Emerging defense technologies are advancing, offering groundbreaking potential for military superiority and operational effectiveness. From AI to advanced manufacturing, the innovation pipeline is accelerating—and that’s worth celebrating. However, technology adoption remains a sizable hurdle, with significant barriers threatening to delay or derail progress.

The current defense innovation ecosystem is fragmented, with distinct roles spread across government labs conducting foundational research, public institutions providing demand signals and funding, start-ups pioneering breakthrough technologies, large traditional commercial players scaling solutions, and the DIB mobilizing, deploying, and sustaining military operations. This fragmentation causes inefficiencies, significantly slowing the transition of technologies from the lab to the edge of the battlefield.
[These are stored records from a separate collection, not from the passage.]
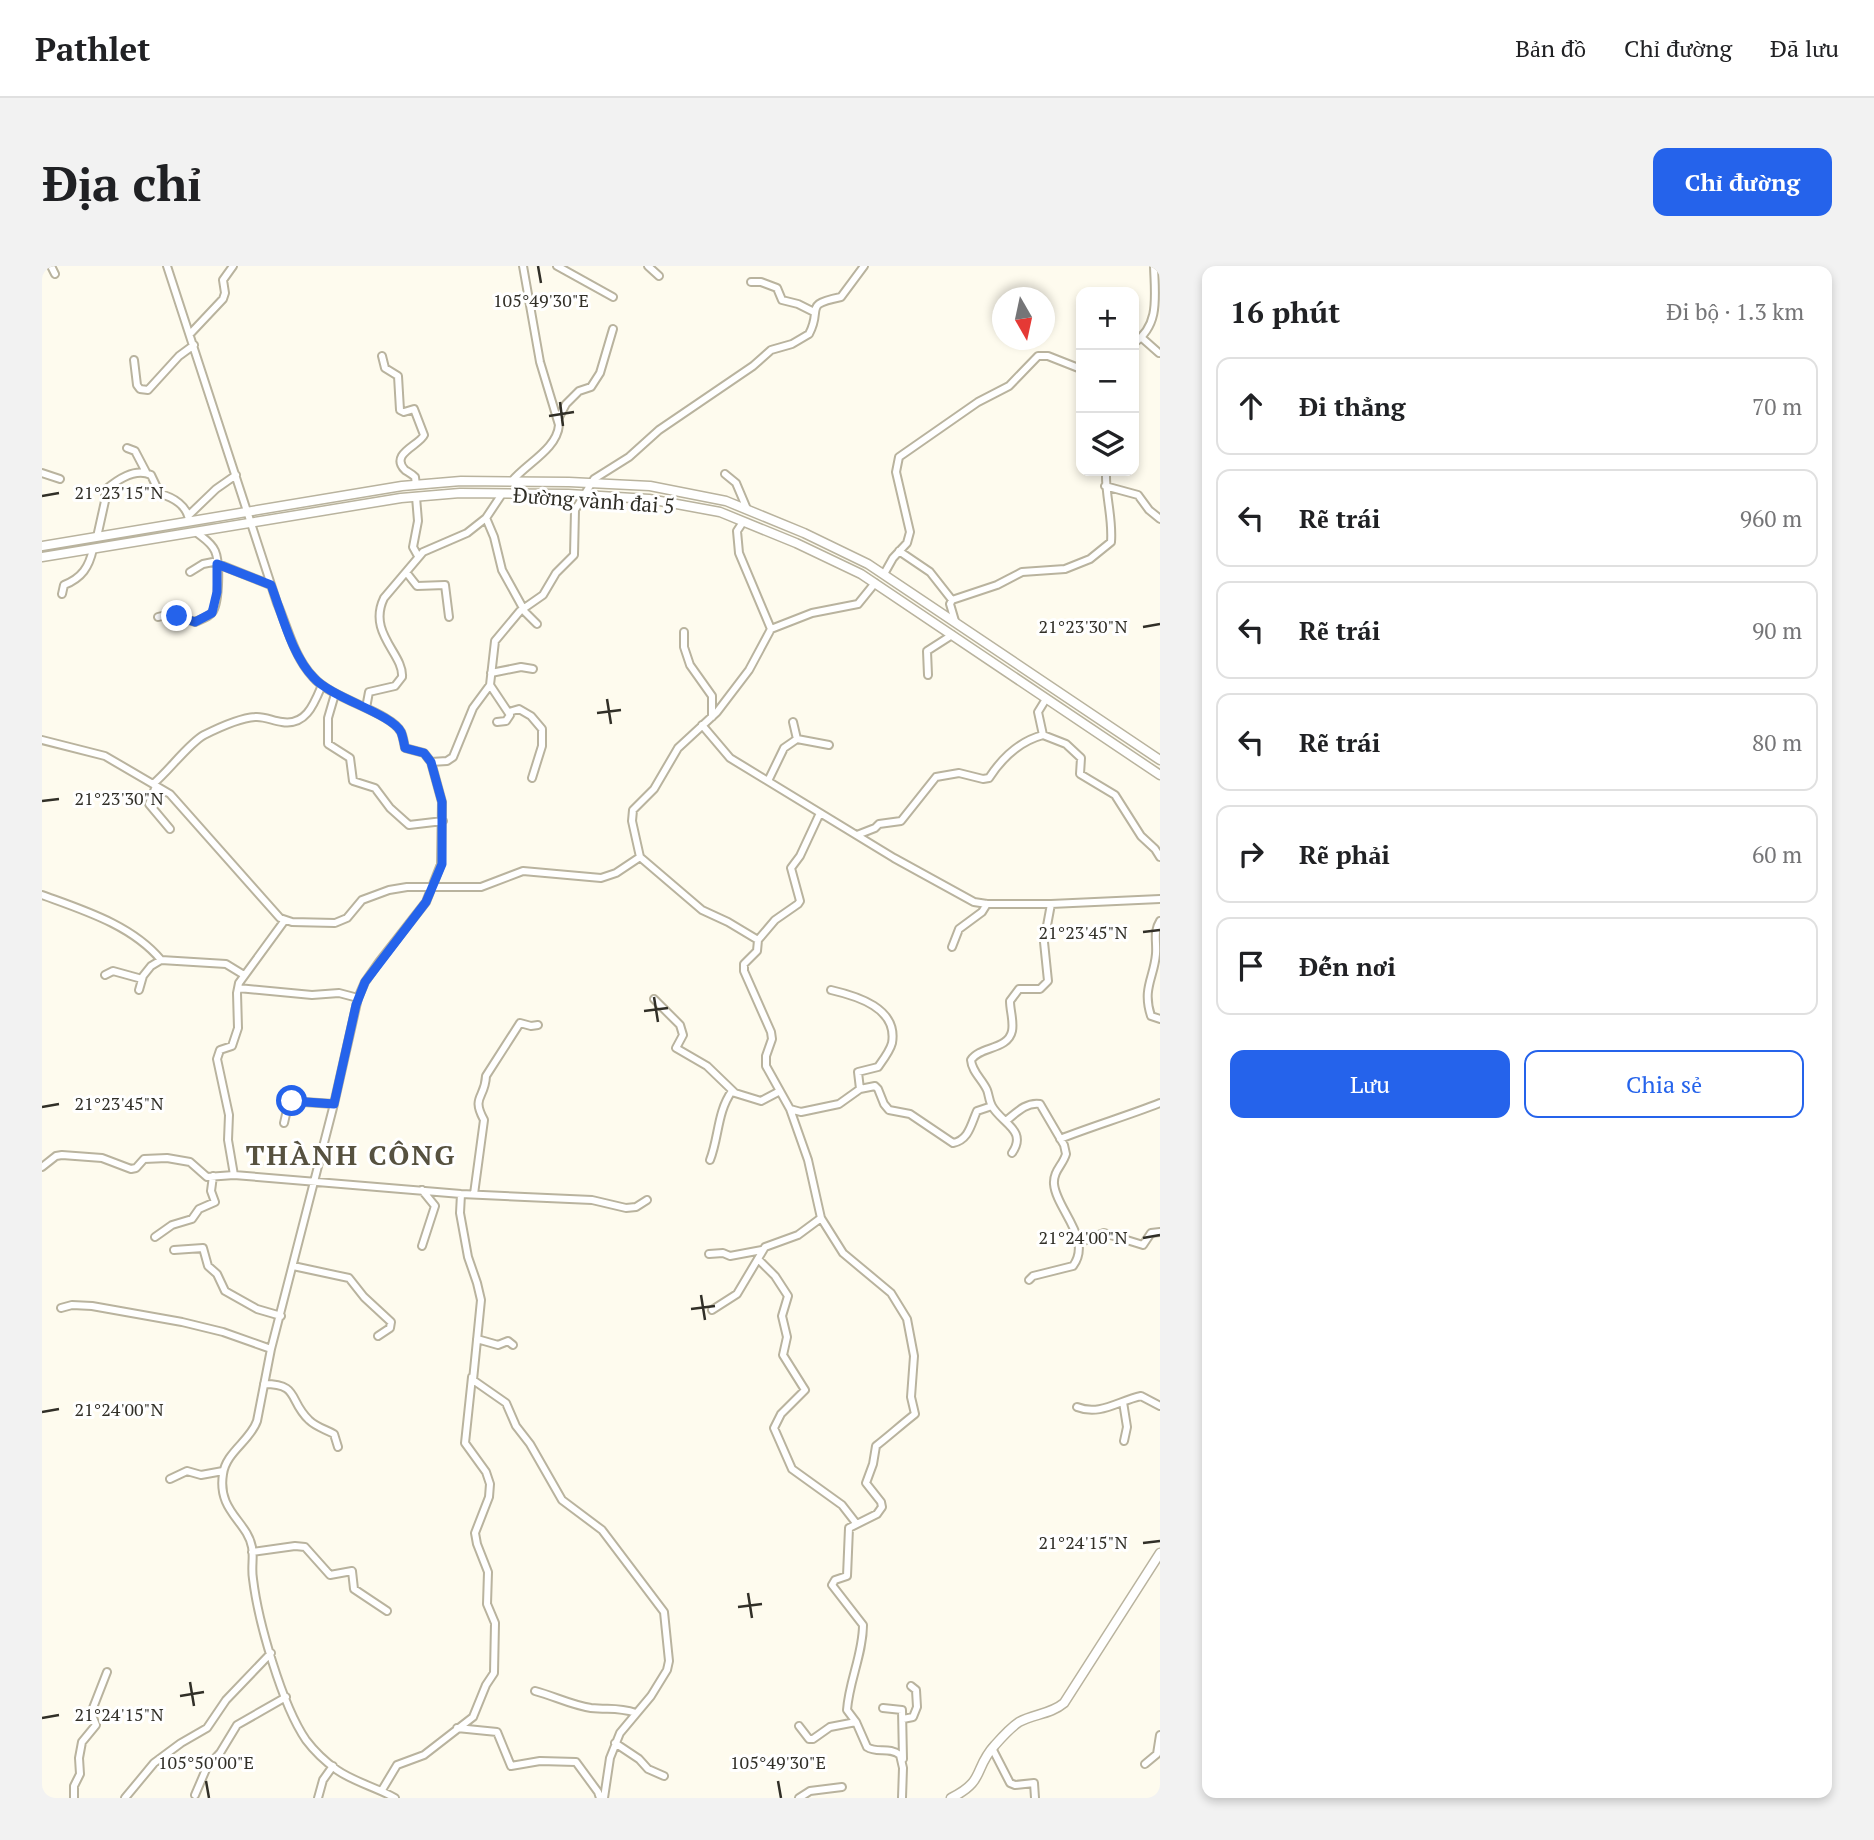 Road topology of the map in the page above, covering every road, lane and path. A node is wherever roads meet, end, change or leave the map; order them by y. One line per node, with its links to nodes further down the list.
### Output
1 (51, 266): 9 (street)
2 (167, 266): 16 (street)
3 (233, 266): 16 (street)
4 (523, 266): 24 (street)
5 (558, 266): 12 (street)
6 (648, 266): 10 (street)
7 (864, 266): 13 (street)
8 (1154, 266): 14 (street)
9 (55, 274)
10 (659, 276)
11 (751, 282): 13 (street)
12 (613, 297)
13 (814, 312): 33 (street)
14 (1158, 322): 17 (street)
15 (613, 329): 24 (street)
16 (190, 334): 19 (street)
17 (1142, 338): 18 (street); 20 (street)
18 (1139, 340)
19 (194, 345): 22 (street); 29 (street)
20 (1159, 353)
21 (382, 356): 34 (street)
22 (134, 360)
23 (1076, 367): 50 (street)
24 (558, 419): 32 (street)
25 (127, 448): 26 (street)
26 (146, 472): 41 (street); 47 (street)
27 (42, 473): 31 (street)
28 (725, 474): 39 (street)
29 (236, 475): 40 (street); 41 (street)
30 (1106, 476): 35 (street)
31 (60, 479)
32 (512, 481): 33 (main road, Đường vành đai 5); 34 (main road, Đường vành đai 5)
33 (591, 483): 37 (street); 39 (main road, Đường vành đai 5)
34 (416, 485): 40 (main road, Đường vành đai 5)
35 (1105, 486): 43 (street); 60 (street)
36 (502, 494): 37 (main road, Đường vành đai 5); 38 (main road, Đường vành đai 5); 42 (street)
37 (583, 495): 44 (main road, Đường vành đai 5); 61 (street)
38 (416, 497): 45 (main road, Đường vành đai 5); 51 (street)
39 (747, 509): 56 (main road, Đường vành đai 5)
40 (248, 512): 41 (main road, Đường vành đai 5); 45 (street)
41 (189, 518): 47 (main road, Đường vành đai 5)
42 (486, 518): 51 (street); 61 (street)
43 (1160, 519)
44 (743, 522): 57 (main road, Đường vành đai 5); 66 (street)
45 (251, 523): 46 (main road, Đường vành đai 5); 58 (street)
46 (196, 532): 49 (main road, Đường vành đai 5); 53 (street)
47 (97, 537): 48 (main road, Đường vành đai 5)
48 (42, 546)
49 (93, 549): 52 (main road, Đường vành đai 5); 59 (street)
50 (899, 551): 56 (street); 60 (street)
51 (418, 556): 55 (street)
52 (42, 557)
53 (217, 564): 54 (street); 58 (street); 62 (street)
54 (190, 572)
55 (406, 572): 63 (street); 76 (street)
56 (884, 574): 64 (main road, Đường vành đai 5)
57 (875, 583): 66 (street); 68 (main road, Đường vành đai 5)
58 (271, 585): 72 (street)
59 (62, 594)
60 (952, 600): 64 (street)
61 (522, 609): 65 (street); 70 (street)
62 (158, 617)
63 (449, 617)
64 (955, 622): 86 (main road, Đường vành đai 5)
65 (537, 624)
66 (771, 629): 78 (street)
67 (684, 632): 78 (street)
68 (952, 635): 71 (street); 75 (main road, Đường vành đai 5)
69 (533, 669): 70 (street)
70 (491, 673): 73 (street)
71 (928, 675)
72 (322, 685): 74 (street); 91 (street)
73 (490, 685): 77 (street); 87 (street)
74 (335, 694): 76 (street); 93 (street)
75 (1046, 699): 82 (street); 88 (main road, Đường vành đai 5)
76 (366, 708): 87 (street)
77 (509, 712): 79 (street); 89 (street)
78 (712, 716): 81 (street)
79 (498, 722)
80 (793, 722): 83 (street)
81 (702, 726): 90 (street); 96 (street)
82 (1043, 735): 95 (street); 97 (street)
83 (797, 739): 85 (street); 90 (street)
84 (42, 740): 91 (street)
85 (829, 745)
86 (1160, 760)
87 (431, 762): 93 (street)
88 (1160, 775)
89 (532, 778)
90 (768, 780): 92 (street)
91 (155, 785): 94 (street); 103 (street)
92 (820, 813): 95 (street); 105 (street)
93 (443, 821): 98 (street)
94 (170, 829)
95 (857, 835): 101 (street)
96 (640, 857): 98 (street); 105 (street)
97 (1160, 857)
98 (432, 889): 103 (street); 114 (street)
99 (42, 895): 107 (street)
100 (1160, 899): 102 (street)
101 (987, 904): 102 (street); 106 (street)
102 (1051, 904): 123 (street)
103 (285, 920): 109 (street)
104 (1160, 921): 116 (street)
105 (758, 940): 120 (street)
106 (952, 947)
107 (161, 960): 109 (street); 110 (street)
108 (105, 975): 110 (street)
109 (244, 975): 111 (street)
110 (142, 979): 112 (street)
111 (238, 988): 114 (street); 131 (street)
112 (139, 990)
113 (831, 990): 118 (street)
114 (358, 998): 122 (street)
115 (654, 999): 119 (street)
116 (1160, 1019)
117 (538, 1025): 136 (street)
118 (860, 1089): 123 (street); 124 (street)
119 (732, 1091): 120 (street); 129 (street)
120 (780, 1091): 124 (street)
121 (1160, 1103): 127 (street)
122 (334, 1104): 126 (street); 133 (street)
123 (992, 1106): 125 (street)
124 (790, 1110): 138 (street)
125 (1006, 1121): 127 (street); 128 (street)
126 (284, 1123)
127 (1060, 1139): 141 (street)
128 (1012, 1153)
129 (710, 1160)
130 (42, 1167): 132 (street)
131 (234, 1175): 132 (street); 133 (street)
132 (213, 1176): 140 (street)
133 (315, 1181): 134 (street); 147 (street)
134 (421, 1189): 135 (street); 142 (street)
135 (461, 1194): 136 (street); 153 (street)
136 (474, 1194): 137 (street)
137 (647, 1200)
138 (821, 1217): 144 (street); 165 (street)
139 (1160, 1232): 141 (street)
140 (155, 1237)
141 (1078, 1243): 148 (street)
142 (422, 1246)
143 (174, 1250): 151 (street)
144 (762, 1250): 145 (street); 146 (street)
145 (709, 1254)
146 (758, 1259): 150 (street); 165 (street)
147 (293, 1266): 151 (street); 152 (street)
148 (1029, 1280)
149 (61, 1308): 155 (street)
150 (712, 1310)
151 (281, 1316): 155 (street)
152 (378, 1336)
153 (477, 1339): 154 (street); 156 (street)
154 (513, 1345)
155 (271, 1349): 157 (street)
156 (472, 1377): 175 (street); 179 (street)
157 (264, 1384): 162 (street); 163 (street)
158 (1123, 1402): 159 (street); 160 (street); 161 (street)
159 (1160, 1406)
160 (1077, 1407)
161 (1124, 1441)
162 (338, 1447)
163 (223, 1471): 164 (street); 166 (street)
164 (170, 1479)
165 (856, 1523): 177 (street)
166 (252, 1552): 168 (street); 169 (street)
167 (1160, 1553): 182 (main road)
168 (387, 1611)
169 (271, 1653): 173 (street); 191 (street)
170 (107, 1672): 190 (street)
171 (911, 1686): 176 (street)
172 (535, 1691): 175 (street)
173 (286, 1697): 184 (street); 189 (street)
174 (883, 1709): 176 (street)
175 (636, 1713): 181 (street)
176 (903, 1719): 185 (street)
177 (856, 1722): 178 (street); 185 (street)
178 (799, 1726)
179 (457, 1728): 188 (street); 194 (street)
180 (1160, 1735): 183 (street)
181 (615, 1743): 186 (street); 194 (street)
182 (992, 1748): 197 (main road); 198 (street)
183 (1145, 1764)
184 (333, 1766): 188 (street); 192 (street)
185 (903, 1768): 196 (street)
186 (664, 1776)
187 (842, 1787): 195 (street)
188 (382, 1790): 193 (street)
189 (195, 1795)
190 (74, 1798)
191 (125, 1798)
192 (318, 1798)
193 (394, 1798)
194 (602, 1798)
195 (799, 1798)
196 (902, 1798)
197 (951, 1798)
198 (1035, 1798)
To streamline the tech transition, we need a modernized defense frontier—a new way of operating that transforms how we scale emerging technologies and accelerate adoption by removing barriers. Specifically, public and private sectors will need to collaborate to address funding inefficiencies, infrastructure barriers, and critical talent gaps, working together in an ecosystem in which departments and ministries of defense, leading contractors, and disruptive innovators can easily convene and drive results. Achieving and adopting this frontier means capturing value from what is estimated to be a more than $250 billion opportunity, realized by overcoming three challenges to defense innovation adoption.

1. Revolutionizing capital and funding, deployment, and efficiency

Efficiently allocating the more than $180 billion in public and private R&D capital is essential to overcoming the defense sector’s longstanding challenges in developing and scaling disruptive technologies. However, R&D investment in many critical technology areas (excluding AI) appears to be flat-to-declining, creating a significant risk to the maturation cycle for these technologies. Without sufficient funding growth, promising innovations may stagnate in areas such as in-space propulsion, ultrawide bandgap materials, and high-entropy alloys, limiting their operational impact.

2. Investing in a culture of innovation and leveraging tech to grow and retain aerospace and defense talent

Workforce challenges and organizational health have been longstanding issues across the DIB, with 70 percent of aerospace and defense (A&D) companies reporting organizational health scores below the global median. Further, there are three core employee issues driving significant annual productivity losses, estimated at $300 million for a median-sized A&D company: a lack of skills, a lack of engagement, and an inability to prioritize high-value-add work.

3. Unlocking next-generation infrastructure for production, computing, and connectivity

The most significant opportunity for disruption across ecosystem players may be through unlocking infrastructure, scaling production of these technologies, removing barriers to adoption by building up assets (such as property, plants, and equipment), and increasing computing and connectivity capacity.

FAQ

Q: How can public and private entities collaborate more effectively in the defense ecosystem?

A: Public and private entities can collaborate through unified frameworks, coordinated technology roadmaps, and clear role definitions to ensure efficient allocation of funding and streamlined technology adoption.

Q: What are the key challenges in scaling emerging defense technologies?

A: Challenges include funding inefficiencies, infrastructure barriers, and critical talent gaps that hinder the transition of technologies from development to operational use.

Conclusion

The race to modernize Western and allied-partner defense capabilities has catalyzed billions of dollars in technological investment from public and private entities. However, the key to securing the future of Western defense lies in scaling the adoption of critical technologies. By aligning stakeholders on funding priorities, creating a strong foundation for successful technology transfer, and attracting the next generations of innovators, the defense ecosystem can overcome barriers and thrive in an increasingly contested landscape.